══ Records provided ══

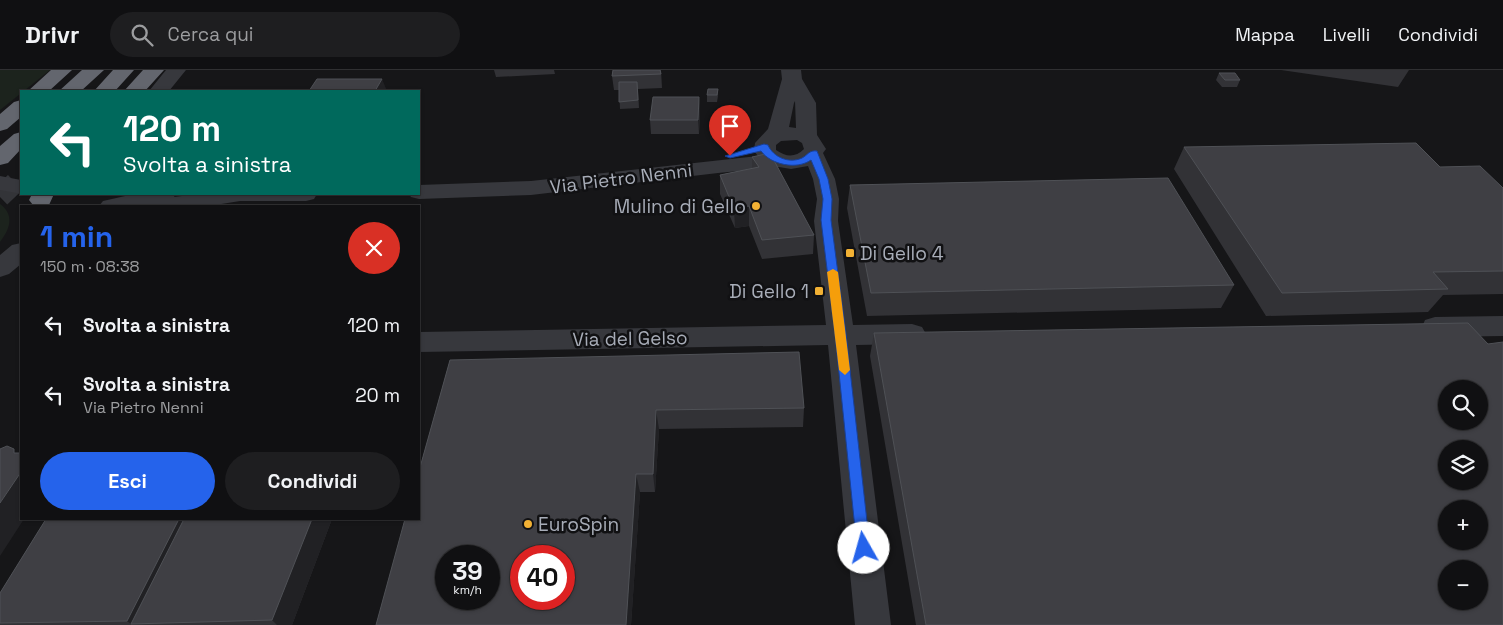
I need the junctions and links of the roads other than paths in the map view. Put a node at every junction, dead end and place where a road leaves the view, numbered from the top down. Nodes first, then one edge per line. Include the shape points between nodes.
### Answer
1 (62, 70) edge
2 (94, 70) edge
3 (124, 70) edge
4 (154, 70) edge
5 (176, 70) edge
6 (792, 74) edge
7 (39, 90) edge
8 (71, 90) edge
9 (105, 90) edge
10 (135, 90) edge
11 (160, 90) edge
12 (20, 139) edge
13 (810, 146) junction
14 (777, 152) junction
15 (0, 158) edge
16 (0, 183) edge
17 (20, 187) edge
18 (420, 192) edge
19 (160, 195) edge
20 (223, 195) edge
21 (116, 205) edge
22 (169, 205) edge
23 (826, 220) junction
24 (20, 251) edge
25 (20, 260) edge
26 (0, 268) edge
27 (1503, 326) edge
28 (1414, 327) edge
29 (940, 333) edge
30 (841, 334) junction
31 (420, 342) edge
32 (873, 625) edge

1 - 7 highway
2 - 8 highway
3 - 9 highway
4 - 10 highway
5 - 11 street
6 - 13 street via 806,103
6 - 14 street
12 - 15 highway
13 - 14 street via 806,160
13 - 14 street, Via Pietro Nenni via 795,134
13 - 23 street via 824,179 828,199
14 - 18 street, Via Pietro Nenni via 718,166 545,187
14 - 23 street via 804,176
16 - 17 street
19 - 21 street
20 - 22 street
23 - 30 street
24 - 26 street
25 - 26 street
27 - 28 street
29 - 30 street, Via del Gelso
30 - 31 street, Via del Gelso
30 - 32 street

═══
══ Records provided ══

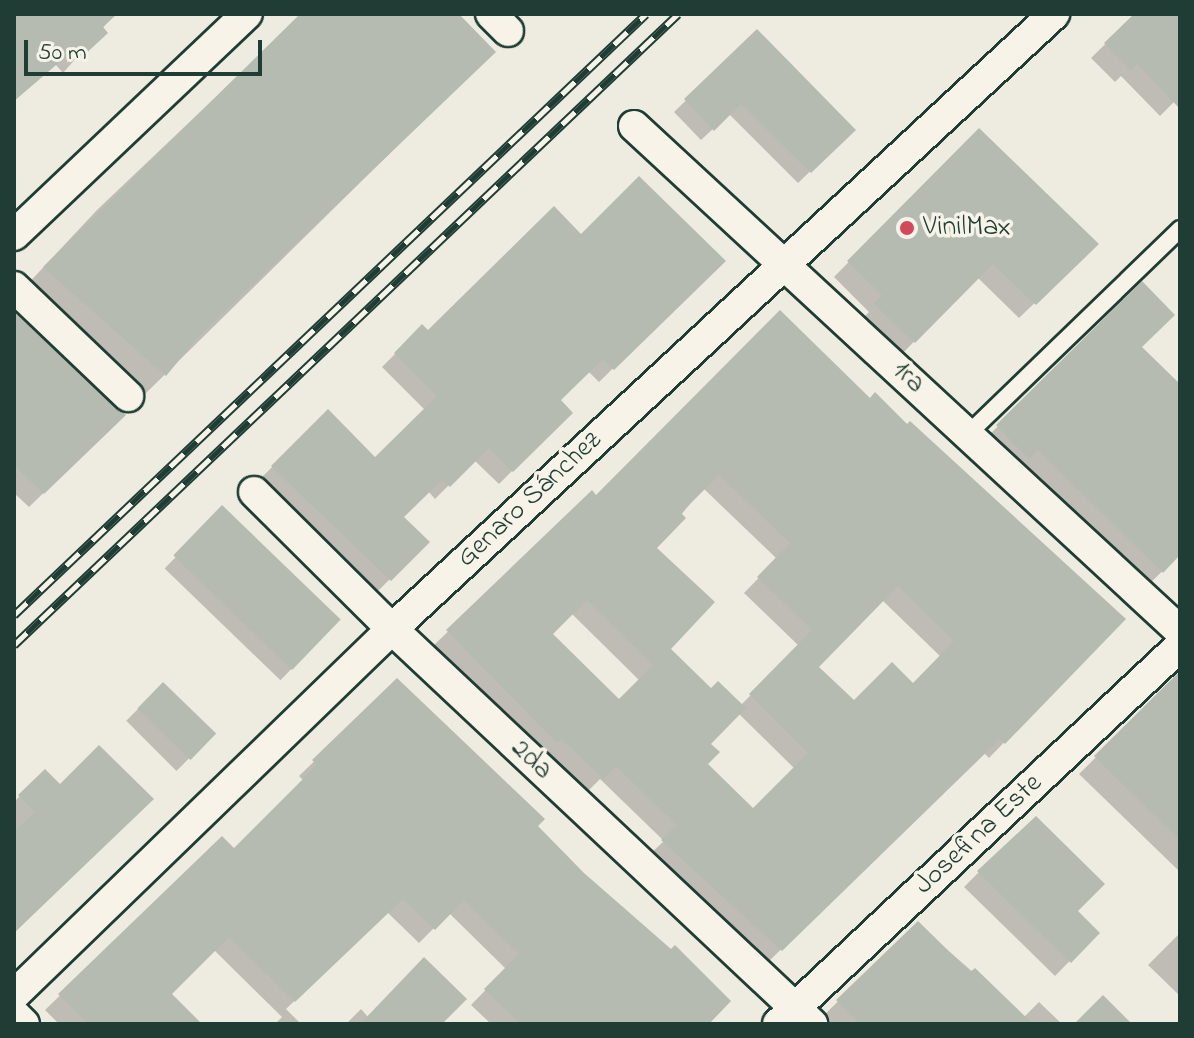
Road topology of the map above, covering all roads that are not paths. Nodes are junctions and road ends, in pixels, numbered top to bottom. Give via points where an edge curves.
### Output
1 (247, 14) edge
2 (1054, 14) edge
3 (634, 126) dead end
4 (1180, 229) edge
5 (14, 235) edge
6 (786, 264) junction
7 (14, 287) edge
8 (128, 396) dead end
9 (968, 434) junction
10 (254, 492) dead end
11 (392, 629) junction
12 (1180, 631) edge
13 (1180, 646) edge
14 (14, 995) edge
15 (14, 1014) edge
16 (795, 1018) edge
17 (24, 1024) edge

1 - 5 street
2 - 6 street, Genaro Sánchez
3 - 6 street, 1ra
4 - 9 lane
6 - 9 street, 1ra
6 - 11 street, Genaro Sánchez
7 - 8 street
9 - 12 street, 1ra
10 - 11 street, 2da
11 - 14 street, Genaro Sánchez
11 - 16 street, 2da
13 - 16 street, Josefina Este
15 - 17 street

═══

Make a copy of each line in the records that has the word "junctions".

■ Output for this task:
I need the junctions and links of the roads other than paths in the map view. Put a node at every junction, dead end and place where a road leaves the view, numbered from the top down. Nodes first, then one edge per line. Include the shape points between nodes.
Road topology of the map above, covering all roads that are not paths. Nodes are junctions and road ends, in pixels, numbered top to bottom. Give via points where an edge curves.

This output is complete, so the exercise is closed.